Published December 11, 2004, on WorldNetDaily.com
Many words in the English language can be used to describe the Supreme Court of Canada’s ruling on Thursday condoning homosexual marriage. Asinine immediately comes to mind, followed closely by perfunctory. Or, for those down-to-earth folks who still think eating dinner with their kids each night doesn’t make the family a clan of religious extremists, just plain ignorant. Personally, one phrase popped into my head the moment I caught wind of the Canadian court’s ruling – thank God none of those justices are on the U.S. Supreme Court.
Then again, I think some of them are.
The top court’s decision was unanimous, giving its stamp of approval to efforts by the Canadian government to alter the definition of marriage to include same-sex unions. While the ruling isn’t legally binding, it’s projected to help propel legislation legalizing homosexual nuptials through Parliament. Canada being the great bastion of liberalism that it is, the ruling was more of a formality than anything else – same-sex marriage was already expected to become legal there, court ruling or no.

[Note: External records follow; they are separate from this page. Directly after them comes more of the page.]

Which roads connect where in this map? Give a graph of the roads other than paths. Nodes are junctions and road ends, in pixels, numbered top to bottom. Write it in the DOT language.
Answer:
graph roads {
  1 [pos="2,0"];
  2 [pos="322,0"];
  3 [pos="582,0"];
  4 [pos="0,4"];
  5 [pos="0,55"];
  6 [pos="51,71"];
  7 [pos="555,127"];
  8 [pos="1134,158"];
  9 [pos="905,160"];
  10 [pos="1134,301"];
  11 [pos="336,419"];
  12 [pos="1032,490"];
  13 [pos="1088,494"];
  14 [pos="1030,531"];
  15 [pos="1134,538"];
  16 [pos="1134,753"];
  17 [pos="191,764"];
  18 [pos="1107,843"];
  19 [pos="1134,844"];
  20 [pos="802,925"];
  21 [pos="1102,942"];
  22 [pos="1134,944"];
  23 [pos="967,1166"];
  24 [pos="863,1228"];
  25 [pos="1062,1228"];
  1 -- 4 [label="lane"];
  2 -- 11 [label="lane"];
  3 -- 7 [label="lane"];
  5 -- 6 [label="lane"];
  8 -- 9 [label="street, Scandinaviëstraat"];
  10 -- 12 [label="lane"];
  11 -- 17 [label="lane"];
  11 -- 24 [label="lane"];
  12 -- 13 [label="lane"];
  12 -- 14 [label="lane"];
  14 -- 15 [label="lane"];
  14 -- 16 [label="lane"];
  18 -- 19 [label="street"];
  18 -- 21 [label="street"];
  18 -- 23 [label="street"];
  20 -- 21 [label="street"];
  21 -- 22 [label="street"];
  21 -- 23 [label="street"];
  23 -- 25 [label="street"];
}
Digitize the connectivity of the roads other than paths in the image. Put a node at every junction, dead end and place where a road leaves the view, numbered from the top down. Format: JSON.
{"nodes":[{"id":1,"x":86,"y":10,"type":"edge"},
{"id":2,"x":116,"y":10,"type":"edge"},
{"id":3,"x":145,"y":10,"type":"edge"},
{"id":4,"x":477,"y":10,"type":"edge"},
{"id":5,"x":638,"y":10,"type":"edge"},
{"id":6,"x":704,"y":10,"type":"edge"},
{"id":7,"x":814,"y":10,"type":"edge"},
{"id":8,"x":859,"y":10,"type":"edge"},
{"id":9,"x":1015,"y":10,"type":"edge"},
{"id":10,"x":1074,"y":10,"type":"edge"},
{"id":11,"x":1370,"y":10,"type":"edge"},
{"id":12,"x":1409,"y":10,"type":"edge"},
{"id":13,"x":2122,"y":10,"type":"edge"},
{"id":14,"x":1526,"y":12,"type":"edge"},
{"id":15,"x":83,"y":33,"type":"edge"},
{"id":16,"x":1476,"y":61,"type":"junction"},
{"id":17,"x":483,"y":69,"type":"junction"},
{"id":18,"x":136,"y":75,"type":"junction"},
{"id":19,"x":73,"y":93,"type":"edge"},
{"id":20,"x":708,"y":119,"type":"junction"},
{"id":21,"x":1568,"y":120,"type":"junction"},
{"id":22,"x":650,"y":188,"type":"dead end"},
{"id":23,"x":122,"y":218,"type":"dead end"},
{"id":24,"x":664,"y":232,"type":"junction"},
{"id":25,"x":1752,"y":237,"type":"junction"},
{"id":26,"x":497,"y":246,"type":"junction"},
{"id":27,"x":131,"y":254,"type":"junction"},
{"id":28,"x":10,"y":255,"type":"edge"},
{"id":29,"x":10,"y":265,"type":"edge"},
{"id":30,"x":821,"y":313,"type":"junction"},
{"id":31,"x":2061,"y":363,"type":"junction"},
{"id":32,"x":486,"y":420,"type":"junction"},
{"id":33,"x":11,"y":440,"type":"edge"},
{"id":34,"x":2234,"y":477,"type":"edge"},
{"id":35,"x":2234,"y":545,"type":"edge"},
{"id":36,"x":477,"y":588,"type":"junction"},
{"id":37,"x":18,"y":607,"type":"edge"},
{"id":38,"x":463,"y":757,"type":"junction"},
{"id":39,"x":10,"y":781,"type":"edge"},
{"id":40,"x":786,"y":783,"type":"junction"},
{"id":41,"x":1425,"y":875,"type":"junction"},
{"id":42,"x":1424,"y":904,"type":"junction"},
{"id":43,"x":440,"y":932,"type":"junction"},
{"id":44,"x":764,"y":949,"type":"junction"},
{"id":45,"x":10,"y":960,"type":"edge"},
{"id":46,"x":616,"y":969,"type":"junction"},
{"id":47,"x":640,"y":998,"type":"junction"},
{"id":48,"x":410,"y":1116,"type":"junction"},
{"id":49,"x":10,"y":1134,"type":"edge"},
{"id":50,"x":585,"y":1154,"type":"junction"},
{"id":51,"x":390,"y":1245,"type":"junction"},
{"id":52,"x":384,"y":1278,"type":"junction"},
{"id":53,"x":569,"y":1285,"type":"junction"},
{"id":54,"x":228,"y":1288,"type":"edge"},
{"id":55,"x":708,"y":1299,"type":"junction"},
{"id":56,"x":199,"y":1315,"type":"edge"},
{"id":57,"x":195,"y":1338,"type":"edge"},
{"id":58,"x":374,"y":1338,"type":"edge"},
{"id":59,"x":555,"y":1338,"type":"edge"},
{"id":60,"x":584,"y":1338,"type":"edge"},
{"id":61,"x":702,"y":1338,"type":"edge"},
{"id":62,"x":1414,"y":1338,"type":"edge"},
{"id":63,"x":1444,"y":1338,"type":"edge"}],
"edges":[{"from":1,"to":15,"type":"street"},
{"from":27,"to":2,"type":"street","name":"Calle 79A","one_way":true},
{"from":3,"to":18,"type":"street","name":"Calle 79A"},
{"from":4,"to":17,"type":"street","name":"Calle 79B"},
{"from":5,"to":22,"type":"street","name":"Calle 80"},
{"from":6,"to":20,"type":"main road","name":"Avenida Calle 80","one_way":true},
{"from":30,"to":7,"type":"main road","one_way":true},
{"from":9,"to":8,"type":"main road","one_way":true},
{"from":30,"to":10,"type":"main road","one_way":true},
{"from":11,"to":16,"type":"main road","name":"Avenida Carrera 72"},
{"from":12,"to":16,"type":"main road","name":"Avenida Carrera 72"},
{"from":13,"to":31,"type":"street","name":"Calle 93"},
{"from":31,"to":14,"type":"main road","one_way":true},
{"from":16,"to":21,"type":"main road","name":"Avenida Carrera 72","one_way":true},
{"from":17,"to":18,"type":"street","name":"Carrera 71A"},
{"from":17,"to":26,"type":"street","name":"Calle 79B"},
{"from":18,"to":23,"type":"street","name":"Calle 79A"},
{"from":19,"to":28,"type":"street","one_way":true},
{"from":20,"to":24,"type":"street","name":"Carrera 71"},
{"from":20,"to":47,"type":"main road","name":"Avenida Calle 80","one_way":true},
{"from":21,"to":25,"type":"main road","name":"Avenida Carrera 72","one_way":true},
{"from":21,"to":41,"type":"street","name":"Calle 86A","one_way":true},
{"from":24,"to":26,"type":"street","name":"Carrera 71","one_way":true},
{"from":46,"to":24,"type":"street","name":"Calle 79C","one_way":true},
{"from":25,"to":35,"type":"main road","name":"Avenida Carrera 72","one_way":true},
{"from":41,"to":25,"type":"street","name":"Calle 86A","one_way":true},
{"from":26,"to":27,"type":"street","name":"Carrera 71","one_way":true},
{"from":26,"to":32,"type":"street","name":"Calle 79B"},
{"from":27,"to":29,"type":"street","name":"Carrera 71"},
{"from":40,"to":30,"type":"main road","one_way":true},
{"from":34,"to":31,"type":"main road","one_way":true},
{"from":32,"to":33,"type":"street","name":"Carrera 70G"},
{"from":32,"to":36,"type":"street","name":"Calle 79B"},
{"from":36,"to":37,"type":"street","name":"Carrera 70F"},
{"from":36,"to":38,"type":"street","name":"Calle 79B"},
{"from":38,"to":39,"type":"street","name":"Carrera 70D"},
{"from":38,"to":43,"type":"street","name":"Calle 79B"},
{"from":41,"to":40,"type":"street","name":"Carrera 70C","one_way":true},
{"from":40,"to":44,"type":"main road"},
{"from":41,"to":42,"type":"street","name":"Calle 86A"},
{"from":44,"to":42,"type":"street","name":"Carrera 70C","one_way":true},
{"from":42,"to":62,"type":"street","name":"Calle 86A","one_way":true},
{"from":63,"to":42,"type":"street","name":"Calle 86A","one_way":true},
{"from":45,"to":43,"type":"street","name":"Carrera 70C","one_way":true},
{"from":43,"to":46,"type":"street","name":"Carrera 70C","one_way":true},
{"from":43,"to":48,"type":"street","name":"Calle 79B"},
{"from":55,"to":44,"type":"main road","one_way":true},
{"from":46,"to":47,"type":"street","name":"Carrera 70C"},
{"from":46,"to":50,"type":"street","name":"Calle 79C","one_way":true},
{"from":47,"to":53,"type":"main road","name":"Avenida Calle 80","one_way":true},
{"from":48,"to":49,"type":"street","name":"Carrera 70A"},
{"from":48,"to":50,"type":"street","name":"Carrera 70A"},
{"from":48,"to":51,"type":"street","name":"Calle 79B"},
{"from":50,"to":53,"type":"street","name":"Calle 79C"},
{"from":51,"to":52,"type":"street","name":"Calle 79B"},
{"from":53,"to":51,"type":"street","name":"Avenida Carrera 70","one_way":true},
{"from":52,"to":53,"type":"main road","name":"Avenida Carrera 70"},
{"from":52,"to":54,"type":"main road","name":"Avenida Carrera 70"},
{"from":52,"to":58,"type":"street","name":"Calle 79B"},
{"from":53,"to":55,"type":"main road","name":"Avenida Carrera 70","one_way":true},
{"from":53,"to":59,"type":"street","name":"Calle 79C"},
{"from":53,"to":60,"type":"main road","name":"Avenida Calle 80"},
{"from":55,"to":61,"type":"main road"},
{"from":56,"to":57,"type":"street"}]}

But while the Canadian top court’s opinion has no legal impact, it’s still quite telling of where the judiciaries of the world – including our own – are heading. Reading through the court’s opinion, one could not help but wonder if the nine justices have been taking pointers from our very own Justice Sandra Day O’Connor. Or perhaps it’s the other way around. Whatever the case, it’s obvious that the Canadian court, and others sharing its philosophy, is operating on two core principles.
Allow me to illustrate.
In the Canadian court’s written opinion, the nine justices paint a fascinating picture of so-called “evolving” culture. Since Canada has attained the nirvana stage of existence shared only by France and a very small comet that travels through Orion’s Belt every December, it is apparently no longer obligated to be a society where marriage is a religious, traditional institution established by a Higher Being. “Canada is a pluralistic society,” the high court writes, and as such, “Marriage, from the perspective of the state, is a civil institution.”
Core principle No. 1: Government, especially the judiciary, has the final say in all matters, including marriage. The antiquarian idea of a Higher Authority (dare I mention that terrible G-word again?) responsible for institutions like marriage will no longer do. Everything is man-made and therefore open to man’s interpretation. Government is the unquestionable, supreme authority. It alone defines what marriage is and what it isn’t.
The Canadian court hurriedly moves on to illustrate core principle No. 2: All laws are open to interpretation. The antiquated laws of the past (meaning marriage between heterosexuals), the court writes, run “contrary to one of the most fundamental principles of Canadian constitutional interpretation: that our Constitution is a living tree which, by way of progressive interpretation, accommodates and addresses the realities of modern life.”
Does that verbiage strike a chord? It should. Several notable members of our own Supreme Court have used similar language. The Atlanta-Journal Constitution quoted Justice O’Connor, for one, last summer as saying that to make an “all important good impression” in the international community, the U.S. Constitution must essentially be a living, breathing document.
First a “living” constitution, now a “living tree” constitution: Are these two Supreme Courts using plays from the same book, or have tree-hugging environmentalists had a greater impact than first thought? I suspect the former.
But the playbook is rotten. A “living tree” constitution, as so ridiculously defined by the nine justices of the Supreme Court of Canada, is really nothing more than an excuse for breaking down the traditions of Western culture and democracy. By giving justices and judges, rather than the people themselves, final say over social change, the judiciary is setting itself up as a tyrannical beast. And all in the name of favoring justice for all through a “living tree” constitution.
Constitutions are established to form the backbone of a nation’s law, not a judiciary’s law. It is the legal heartbeat of the people. The American framers designed our own document in such a way as to reflect societal change by giving the people the option of approving amendments. But modern judiciaries, with the “living tree” view of a constitution, despise amendments. They want to take the traditional meaning of laws already written and twist them into meaning something entirely different from their original purpose.
Those are precisely the principles the Supreme Court of Canada is working from. And while some conservatives might shrug it off as those Canadian whackos going out on a limb again, look out – the same philosophy is deeply entrenched among some on our own Supreme Court.
Let there be no mistake about it. Unless the newly coined “living tree” constitution is given a good dose of herbicide, it’s going to be growing for a long time.